START PROVIDED RECORDS
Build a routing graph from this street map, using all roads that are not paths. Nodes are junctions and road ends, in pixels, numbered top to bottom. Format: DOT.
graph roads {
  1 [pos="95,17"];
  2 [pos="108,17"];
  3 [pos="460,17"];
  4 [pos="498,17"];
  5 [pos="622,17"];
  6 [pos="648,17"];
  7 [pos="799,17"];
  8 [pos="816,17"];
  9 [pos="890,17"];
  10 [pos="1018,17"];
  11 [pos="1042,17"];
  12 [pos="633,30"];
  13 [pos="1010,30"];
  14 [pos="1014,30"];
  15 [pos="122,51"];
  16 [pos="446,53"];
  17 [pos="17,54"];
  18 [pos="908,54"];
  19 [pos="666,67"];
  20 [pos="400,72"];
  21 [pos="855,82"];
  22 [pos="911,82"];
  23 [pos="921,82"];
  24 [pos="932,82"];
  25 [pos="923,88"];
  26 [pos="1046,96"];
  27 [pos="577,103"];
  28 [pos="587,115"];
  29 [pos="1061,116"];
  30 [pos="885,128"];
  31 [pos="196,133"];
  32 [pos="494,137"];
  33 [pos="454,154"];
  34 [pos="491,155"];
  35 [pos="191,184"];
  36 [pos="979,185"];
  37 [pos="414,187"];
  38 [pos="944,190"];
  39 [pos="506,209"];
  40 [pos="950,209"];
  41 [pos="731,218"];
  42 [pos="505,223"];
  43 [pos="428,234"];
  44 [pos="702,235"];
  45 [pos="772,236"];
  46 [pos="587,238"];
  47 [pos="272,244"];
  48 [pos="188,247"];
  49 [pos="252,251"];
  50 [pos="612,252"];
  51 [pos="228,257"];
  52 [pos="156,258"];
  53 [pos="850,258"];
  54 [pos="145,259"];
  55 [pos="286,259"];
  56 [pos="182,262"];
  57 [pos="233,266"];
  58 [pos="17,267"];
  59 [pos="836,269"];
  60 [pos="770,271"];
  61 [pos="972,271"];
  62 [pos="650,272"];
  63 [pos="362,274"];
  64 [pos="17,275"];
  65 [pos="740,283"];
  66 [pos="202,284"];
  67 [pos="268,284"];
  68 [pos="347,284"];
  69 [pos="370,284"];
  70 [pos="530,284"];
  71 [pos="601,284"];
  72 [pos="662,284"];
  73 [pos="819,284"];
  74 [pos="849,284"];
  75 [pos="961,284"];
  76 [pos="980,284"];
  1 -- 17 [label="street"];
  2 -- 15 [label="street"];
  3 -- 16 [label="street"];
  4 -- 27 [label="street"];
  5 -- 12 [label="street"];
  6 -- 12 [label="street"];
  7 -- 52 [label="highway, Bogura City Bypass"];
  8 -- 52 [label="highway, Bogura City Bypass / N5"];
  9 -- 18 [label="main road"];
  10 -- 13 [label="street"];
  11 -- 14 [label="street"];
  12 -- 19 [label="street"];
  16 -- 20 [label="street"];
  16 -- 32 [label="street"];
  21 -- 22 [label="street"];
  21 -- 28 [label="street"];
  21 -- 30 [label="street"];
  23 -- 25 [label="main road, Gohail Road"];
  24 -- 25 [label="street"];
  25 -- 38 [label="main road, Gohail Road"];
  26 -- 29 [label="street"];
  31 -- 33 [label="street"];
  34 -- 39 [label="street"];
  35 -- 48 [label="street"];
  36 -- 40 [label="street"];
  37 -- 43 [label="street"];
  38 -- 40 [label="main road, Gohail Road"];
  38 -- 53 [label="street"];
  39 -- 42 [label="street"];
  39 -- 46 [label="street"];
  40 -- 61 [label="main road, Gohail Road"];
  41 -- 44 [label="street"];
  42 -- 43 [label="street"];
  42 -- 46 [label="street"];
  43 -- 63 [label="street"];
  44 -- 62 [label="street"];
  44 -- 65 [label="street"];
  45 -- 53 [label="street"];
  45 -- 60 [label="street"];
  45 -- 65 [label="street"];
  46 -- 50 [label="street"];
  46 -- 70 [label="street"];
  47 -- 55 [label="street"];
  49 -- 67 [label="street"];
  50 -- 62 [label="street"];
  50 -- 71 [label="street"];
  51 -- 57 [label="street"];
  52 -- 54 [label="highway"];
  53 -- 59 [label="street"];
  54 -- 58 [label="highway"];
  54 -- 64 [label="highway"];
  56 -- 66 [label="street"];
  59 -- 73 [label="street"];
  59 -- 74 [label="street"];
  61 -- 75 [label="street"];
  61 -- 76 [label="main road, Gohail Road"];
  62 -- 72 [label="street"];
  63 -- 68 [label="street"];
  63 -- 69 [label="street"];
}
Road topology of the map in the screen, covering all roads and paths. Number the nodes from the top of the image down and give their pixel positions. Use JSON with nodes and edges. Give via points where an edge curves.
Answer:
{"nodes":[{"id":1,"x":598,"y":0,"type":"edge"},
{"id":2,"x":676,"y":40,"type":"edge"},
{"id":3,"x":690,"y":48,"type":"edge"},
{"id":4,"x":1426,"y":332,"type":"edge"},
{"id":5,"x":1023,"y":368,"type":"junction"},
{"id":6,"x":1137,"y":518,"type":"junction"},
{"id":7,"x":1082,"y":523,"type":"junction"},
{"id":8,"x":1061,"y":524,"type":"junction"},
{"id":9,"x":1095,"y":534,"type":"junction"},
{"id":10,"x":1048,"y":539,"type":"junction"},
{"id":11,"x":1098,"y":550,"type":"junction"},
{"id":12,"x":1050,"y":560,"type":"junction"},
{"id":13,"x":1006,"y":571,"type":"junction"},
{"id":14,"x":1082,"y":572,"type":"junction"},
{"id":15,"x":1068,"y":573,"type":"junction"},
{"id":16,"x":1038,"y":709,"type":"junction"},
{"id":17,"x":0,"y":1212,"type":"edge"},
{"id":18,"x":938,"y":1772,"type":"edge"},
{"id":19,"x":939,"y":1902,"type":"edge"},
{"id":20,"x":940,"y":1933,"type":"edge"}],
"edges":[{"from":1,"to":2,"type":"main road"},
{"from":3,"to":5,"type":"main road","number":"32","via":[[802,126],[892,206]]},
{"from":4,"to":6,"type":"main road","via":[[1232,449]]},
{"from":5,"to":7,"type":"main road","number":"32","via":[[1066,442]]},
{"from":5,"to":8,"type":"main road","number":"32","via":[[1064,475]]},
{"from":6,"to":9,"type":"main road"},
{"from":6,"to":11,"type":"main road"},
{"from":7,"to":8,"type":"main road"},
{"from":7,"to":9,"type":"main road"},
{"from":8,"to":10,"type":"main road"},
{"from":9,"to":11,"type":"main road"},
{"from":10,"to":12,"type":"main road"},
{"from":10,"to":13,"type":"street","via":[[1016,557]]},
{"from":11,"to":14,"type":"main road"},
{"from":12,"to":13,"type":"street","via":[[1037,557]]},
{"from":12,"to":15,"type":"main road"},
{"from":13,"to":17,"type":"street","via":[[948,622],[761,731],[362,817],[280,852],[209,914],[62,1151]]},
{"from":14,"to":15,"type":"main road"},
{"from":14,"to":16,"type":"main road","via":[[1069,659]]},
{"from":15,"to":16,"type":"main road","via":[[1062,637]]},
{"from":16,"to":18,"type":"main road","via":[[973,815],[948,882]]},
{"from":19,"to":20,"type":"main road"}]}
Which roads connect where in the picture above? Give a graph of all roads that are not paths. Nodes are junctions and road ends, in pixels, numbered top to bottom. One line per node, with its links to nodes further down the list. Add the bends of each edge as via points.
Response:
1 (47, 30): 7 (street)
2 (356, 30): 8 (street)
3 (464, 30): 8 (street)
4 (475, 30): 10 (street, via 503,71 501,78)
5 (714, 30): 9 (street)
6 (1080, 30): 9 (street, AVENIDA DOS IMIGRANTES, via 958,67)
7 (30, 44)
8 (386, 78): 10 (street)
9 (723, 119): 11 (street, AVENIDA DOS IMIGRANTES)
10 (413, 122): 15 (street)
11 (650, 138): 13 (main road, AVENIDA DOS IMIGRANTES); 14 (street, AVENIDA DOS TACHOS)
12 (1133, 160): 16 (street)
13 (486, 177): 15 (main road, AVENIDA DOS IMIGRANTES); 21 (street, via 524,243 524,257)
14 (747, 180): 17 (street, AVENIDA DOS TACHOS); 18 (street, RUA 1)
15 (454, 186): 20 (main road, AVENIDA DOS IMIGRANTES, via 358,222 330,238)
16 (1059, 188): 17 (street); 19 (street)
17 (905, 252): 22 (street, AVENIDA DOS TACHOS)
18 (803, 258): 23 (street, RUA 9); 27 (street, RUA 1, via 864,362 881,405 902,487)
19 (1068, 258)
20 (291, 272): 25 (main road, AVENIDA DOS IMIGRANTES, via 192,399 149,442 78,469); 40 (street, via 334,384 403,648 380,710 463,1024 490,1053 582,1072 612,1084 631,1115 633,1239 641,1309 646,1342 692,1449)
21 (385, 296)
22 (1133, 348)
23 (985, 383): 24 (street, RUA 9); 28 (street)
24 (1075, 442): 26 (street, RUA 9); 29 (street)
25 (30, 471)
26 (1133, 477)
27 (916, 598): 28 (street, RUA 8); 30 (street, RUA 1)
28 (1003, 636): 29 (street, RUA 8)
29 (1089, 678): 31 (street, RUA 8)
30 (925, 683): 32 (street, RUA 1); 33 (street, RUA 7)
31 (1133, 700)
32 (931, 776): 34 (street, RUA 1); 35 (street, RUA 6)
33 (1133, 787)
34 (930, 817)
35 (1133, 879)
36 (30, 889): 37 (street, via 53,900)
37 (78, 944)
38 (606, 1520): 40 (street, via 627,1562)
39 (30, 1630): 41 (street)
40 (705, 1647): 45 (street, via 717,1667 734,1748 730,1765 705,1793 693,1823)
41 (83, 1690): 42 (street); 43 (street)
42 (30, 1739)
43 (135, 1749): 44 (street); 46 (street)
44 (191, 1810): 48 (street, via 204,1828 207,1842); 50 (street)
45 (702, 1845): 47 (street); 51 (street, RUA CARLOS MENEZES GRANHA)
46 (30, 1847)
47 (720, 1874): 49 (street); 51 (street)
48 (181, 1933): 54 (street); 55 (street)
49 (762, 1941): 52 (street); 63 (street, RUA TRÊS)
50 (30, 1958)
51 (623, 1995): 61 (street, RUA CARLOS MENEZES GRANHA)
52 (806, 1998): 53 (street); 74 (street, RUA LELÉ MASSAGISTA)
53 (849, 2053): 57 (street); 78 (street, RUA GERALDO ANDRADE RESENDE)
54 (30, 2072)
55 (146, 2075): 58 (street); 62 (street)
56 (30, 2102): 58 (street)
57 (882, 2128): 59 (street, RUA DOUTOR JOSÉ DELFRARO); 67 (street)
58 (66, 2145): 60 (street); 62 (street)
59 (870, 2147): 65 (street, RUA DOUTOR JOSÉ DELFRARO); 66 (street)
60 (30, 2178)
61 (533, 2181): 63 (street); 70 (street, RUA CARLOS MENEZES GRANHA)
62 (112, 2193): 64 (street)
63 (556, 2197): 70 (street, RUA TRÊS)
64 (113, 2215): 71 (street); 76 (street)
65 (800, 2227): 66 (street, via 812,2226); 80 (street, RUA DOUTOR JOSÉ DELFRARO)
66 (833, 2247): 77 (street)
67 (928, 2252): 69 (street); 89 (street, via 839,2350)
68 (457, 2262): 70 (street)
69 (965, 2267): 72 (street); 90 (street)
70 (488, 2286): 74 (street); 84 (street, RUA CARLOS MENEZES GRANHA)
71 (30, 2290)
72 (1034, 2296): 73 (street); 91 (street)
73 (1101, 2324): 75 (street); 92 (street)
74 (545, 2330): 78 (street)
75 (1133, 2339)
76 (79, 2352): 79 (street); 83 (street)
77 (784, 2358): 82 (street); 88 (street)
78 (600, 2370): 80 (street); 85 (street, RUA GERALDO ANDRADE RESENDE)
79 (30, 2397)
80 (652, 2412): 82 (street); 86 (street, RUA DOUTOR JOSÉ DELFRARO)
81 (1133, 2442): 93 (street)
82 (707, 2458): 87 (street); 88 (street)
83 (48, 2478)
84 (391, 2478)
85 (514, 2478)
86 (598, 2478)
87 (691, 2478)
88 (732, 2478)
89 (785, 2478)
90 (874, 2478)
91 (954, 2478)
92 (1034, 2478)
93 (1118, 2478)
END PROVIDED RECORDS
→ **THE PROBLEM**
Wherever a line of the listing above contains the string "Bogura", copy that line.

→ **EXERCISE SOLUTION**
  7 -- 52 [label="highway, Bogura City Bypass"];
  8 -- 52 [label="highway, Bogura City Bypass / N5"];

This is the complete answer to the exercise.